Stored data
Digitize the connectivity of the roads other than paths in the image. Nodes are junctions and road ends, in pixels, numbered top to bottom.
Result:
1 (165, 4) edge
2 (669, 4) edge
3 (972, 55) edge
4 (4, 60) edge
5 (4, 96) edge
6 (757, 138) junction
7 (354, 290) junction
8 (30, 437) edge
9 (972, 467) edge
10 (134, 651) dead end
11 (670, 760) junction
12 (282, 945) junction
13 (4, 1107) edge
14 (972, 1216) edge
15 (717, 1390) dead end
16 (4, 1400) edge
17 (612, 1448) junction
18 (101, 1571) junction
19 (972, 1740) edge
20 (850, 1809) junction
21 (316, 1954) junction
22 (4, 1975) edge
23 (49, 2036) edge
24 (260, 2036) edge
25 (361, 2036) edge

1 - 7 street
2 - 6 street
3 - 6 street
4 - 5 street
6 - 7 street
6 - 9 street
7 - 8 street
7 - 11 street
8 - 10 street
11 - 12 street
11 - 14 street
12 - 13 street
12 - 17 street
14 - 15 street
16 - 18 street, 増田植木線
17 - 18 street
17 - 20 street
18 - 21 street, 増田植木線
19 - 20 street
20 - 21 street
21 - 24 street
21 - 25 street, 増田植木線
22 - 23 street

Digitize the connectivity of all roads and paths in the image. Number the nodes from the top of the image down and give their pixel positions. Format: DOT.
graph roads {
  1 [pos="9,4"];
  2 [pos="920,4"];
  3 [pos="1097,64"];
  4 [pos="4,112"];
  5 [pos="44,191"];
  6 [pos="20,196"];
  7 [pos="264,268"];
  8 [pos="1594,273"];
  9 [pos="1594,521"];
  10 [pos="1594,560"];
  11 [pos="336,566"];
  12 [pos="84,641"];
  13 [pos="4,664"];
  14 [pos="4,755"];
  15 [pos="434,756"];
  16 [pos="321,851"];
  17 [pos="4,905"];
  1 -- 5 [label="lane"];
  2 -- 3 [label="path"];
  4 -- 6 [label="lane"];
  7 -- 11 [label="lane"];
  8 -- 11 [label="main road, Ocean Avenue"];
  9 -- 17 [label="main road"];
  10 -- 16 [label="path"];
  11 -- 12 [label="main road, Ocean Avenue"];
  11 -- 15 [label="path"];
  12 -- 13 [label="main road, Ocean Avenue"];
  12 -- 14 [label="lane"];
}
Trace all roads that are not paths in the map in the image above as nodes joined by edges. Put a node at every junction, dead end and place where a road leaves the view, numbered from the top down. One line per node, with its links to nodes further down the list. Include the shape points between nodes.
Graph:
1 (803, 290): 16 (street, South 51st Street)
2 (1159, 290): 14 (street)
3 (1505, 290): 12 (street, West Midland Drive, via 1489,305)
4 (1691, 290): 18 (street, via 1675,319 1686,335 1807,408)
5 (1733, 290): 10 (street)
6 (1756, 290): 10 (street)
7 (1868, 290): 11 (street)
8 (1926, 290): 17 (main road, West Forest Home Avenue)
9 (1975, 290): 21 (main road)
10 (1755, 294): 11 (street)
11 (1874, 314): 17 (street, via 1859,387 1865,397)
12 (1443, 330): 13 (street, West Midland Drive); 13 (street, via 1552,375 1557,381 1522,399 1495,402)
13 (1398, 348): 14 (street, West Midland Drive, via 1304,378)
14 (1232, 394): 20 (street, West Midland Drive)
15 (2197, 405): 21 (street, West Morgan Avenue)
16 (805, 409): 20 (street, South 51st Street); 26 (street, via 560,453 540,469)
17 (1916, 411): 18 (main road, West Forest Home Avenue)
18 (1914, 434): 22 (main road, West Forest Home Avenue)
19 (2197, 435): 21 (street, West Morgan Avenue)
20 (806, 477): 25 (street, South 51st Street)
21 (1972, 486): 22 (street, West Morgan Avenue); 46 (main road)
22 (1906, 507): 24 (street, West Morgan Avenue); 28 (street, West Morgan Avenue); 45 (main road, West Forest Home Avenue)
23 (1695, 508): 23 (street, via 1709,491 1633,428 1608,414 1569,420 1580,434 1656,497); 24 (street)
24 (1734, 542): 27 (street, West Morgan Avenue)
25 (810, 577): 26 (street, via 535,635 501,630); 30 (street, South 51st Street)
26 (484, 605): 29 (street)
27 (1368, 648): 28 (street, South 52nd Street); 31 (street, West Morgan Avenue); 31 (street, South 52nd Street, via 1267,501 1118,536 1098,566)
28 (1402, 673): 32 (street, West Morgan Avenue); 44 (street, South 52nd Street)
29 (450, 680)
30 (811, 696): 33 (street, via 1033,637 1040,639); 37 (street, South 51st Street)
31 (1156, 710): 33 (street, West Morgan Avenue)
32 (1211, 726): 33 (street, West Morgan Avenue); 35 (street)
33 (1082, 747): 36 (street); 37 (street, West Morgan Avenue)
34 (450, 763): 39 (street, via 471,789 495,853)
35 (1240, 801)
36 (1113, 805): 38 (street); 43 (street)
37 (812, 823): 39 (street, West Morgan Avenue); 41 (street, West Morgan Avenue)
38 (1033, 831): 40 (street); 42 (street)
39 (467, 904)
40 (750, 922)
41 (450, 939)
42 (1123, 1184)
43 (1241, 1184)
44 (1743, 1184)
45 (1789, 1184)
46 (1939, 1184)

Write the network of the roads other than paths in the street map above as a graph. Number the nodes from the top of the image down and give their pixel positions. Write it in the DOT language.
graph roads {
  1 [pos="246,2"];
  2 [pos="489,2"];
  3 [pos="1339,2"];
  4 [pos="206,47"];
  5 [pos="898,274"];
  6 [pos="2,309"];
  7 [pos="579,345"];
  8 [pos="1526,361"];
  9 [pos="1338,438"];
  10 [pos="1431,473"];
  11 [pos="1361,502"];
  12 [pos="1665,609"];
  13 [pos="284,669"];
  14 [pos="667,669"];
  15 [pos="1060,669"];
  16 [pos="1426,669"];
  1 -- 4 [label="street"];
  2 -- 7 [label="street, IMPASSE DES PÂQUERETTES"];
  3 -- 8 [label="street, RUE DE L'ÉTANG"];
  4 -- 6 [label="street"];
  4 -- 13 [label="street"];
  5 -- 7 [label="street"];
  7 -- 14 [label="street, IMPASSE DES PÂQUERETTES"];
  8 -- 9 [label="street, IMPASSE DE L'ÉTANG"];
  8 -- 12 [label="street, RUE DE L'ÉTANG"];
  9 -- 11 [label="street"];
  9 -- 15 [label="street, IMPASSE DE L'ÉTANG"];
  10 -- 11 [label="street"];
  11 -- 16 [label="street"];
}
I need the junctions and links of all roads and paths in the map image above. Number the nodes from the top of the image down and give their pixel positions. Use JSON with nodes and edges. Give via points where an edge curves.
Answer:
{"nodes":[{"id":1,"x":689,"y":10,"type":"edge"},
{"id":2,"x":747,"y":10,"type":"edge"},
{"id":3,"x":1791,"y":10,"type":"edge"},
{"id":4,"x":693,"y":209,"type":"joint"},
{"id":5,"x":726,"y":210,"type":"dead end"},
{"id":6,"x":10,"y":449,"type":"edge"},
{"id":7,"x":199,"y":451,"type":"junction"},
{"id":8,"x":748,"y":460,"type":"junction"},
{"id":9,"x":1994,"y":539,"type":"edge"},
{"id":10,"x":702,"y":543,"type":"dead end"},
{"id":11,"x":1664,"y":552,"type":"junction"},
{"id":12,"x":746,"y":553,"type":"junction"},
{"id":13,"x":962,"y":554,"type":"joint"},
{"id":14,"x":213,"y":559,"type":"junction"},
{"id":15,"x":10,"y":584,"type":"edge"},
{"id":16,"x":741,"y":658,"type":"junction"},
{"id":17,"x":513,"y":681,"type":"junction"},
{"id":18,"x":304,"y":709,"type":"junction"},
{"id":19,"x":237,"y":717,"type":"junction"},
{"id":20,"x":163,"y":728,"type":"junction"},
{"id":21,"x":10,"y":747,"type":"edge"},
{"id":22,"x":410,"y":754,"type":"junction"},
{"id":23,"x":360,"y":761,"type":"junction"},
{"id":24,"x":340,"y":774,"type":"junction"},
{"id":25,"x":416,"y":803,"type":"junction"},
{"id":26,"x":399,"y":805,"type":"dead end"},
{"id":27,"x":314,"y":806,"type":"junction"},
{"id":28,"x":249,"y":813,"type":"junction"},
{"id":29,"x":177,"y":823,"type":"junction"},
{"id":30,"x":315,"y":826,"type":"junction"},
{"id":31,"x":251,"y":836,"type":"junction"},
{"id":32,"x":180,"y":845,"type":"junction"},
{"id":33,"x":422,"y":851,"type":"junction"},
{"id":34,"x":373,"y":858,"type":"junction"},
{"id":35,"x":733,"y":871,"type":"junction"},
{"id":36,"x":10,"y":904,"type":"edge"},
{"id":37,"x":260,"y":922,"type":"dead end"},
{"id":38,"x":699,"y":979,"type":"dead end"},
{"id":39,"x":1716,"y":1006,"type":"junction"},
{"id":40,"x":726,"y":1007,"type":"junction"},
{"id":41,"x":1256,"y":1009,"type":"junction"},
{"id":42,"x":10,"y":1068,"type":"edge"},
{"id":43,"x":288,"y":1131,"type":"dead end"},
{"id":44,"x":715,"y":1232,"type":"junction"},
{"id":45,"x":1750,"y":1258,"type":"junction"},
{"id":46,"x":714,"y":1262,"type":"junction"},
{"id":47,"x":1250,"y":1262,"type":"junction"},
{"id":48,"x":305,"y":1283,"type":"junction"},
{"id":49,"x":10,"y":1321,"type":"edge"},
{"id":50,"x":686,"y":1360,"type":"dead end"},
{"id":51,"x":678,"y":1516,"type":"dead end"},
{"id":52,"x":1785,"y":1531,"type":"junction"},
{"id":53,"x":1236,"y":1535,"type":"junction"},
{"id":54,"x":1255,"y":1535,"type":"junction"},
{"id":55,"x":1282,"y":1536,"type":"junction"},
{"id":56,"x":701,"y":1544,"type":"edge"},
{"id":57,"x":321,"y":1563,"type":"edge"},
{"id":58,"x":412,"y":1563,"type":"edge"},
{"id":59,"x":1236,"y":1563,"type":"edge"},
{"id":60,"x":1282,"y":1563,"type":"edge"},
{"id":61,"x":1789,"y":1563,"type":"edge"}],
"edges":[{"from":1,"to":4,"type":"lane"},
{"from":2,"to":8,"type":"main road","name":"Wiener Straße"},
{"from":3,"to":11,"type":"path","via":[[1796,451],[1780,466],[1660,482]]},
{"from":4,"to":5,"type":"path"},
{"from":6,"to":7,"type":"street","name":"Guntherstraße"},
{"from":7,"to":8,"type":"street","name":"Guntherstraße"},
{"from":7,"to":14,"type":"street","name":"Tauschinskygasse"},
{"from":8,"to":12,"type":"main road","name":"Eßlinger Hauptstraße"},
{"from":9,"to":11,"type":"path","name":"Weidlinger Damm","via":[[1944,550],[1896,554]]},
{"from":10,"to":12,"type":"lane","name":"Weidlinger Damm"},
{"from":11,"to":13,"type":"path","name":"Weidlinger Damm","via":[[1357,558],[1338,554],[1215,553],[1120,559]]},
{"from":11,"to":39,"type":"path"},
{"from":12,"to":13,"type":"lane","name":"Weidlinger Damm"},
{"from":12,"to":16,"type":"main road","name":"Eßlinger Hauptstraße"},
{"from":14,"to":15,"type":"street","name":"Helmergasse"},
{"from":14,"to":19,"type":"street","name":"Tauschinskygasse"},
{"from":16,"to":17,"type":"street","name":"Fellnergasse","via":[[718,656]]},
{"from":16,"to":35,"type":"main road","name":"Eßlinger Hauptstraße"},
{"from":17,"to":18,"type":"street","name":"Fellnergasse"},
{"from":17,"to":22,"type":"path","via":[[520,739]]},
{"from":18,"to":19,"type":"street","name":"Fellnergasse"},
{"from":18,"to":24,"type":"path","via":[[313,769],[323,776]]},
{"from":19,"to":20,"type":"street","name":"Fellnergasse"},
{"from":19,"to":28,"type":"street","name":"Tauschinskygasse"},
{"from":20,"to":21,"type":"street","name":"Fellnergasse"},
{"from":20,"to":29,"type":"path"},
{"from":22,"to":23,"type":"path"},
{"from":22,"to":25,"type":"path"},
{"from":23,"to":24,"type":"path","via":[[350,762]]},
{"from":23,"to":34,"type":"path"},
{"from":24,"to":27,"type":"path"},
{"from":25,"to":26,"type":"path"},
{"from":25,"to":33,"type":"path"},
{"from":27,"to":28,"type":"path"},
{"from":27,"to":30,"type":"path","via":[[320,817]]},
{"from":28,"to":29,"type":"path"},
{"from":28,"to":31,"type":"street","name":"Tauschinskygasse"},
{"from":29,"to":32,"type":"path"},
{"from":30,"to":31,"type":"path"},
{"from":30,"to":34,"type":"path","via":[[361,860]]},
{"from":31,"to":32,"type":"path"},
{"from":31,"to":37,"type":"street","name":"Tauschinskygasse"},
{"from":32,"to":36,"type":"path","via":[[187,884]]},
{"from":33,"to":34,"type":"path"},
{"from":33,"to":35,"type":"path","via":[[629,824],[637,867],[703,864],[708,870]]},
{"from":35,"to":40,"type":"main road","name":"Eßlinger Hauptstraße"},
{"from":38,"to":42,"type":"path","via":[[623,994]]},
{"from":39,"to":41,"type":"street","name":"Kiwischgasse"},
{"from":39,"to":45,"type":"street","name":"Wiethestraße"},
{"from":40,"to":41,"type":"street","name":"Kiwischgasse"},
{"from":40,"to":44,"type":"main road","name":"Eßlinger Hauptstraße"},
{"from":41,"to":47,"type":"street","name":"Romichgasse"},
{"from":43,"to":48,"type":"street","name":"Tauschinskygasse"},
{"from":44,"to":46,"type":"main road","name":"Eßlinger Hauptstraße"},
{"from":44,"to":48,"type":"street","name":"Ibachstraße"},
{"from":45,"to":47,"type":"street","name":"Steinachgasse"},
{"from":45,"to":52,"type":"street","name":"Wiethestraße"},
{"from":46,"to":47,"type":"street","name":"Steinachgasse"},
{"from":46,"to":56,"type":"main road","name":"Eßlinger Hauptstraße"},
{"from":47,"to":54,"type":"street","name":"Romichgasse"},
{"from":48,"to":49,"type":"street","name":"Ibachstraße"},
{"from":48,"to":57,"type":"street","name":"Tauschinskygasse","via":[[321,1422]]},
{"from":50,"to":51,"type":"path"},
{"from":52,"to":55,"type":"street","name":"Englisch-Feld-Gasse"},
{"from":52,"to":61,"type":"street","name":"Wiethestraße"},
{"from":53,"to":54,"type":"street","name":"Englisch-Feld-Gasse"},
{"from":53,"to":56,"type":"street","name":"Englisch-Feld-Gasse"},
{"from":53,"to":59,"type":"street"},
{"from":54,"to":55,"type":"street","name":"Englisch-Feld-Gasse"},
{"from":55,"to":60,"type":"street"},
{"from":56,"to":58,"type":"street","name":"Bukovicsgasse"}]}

▶ [What this task involves]
Provide the number of lines in the preceding entries that include the string "Feld", with no other words.

▶ [Solution]
4